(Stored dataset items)

────────────────

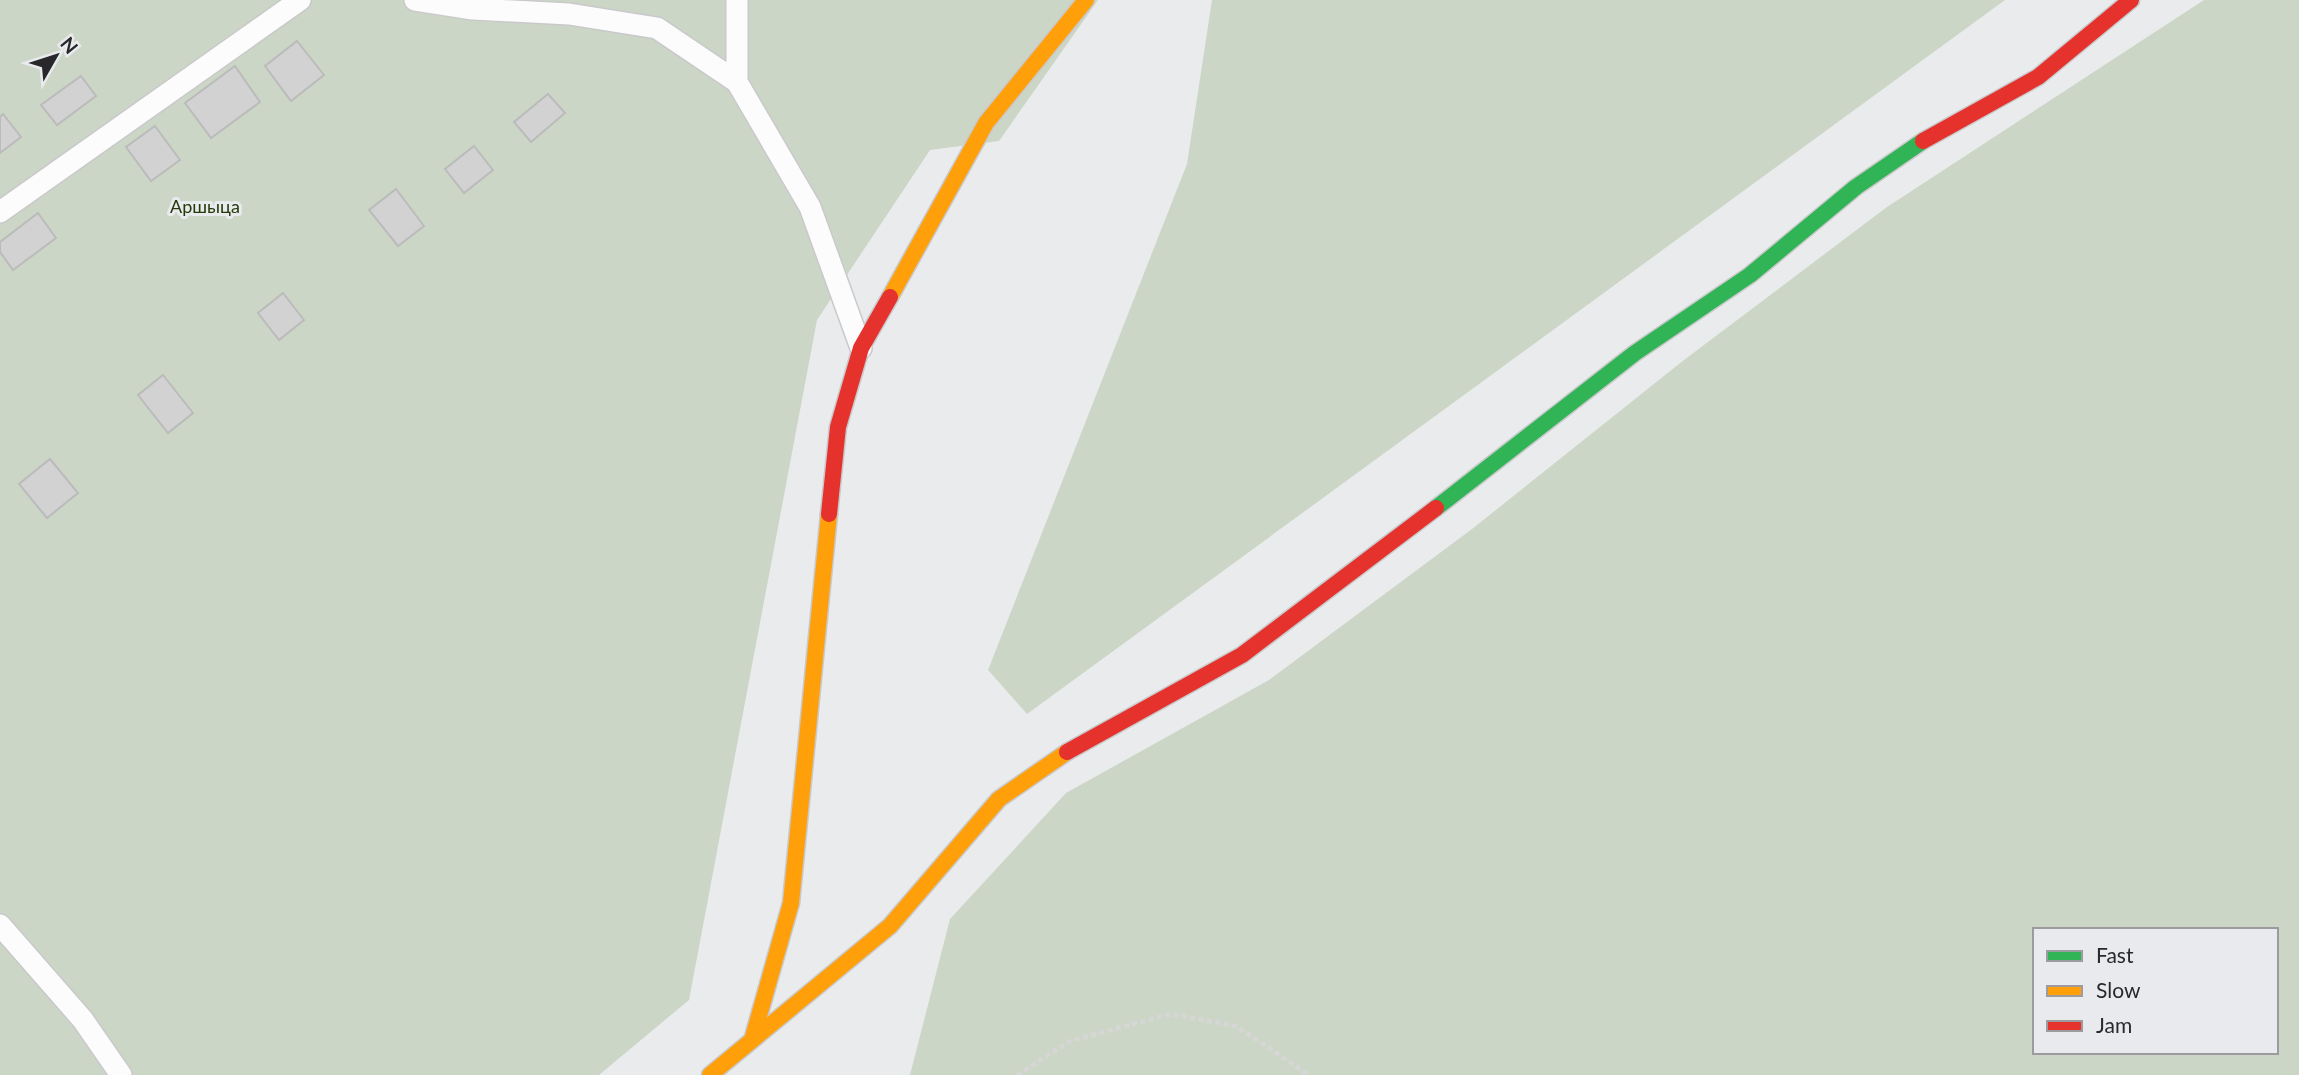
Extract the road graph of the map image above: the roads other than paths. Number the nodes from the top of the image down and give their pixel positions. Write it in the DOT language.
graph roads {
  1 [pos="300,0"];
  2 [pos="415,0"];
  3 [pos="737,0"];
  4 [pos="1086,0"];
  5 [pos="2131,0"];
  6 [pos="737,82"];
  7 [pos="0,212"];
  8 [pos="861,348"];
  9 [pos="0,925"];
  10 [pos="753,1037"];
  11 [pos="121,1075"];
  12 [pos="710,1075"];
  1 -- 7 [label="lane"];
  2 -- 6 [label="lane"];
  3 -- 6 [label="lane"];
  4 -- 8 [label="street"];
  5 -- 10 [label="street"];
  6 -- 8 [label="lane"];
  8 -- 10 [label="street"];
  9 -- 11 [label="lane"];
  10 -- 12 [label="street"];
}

────────────────

- **Exercise objective**: Word for word, reproduce all the data, but not the pictures.

- **Finished exercise**:
Extract the road graph of the map image above: the roads other than paths. Number the nodes from the top of the image down and give their pixel positions. Write it in the DOT language.
graph roads {
  1 [pos="300,0"];
  2 [pos="415,0"];
  3 [pos="737,0"];
  4 [pos="1086,0"];
  5 [pos="2131,0"];
  6 [pos="737,82"];
  7 [pos="0,212"];
  8 [pos="861,348"];
  9 [pos="0,925"];
  10 [pos="753,1037"];
  11 [pos="121,1075"];
  12 [pos="710,1075"];
  1 -- 7 [label="lane"];
  2 -- 6 [label="lane"];
  3 -- 6 [label="lane"];
  4 -- 8 [label="street"];
  5 -- 10 [label="street"];
  6 -- 8 [label="lane"];
  8 -- 10 [label="street"];
  9 -- 11 [label="lane"];
  10 -- 12 [label="street"];
}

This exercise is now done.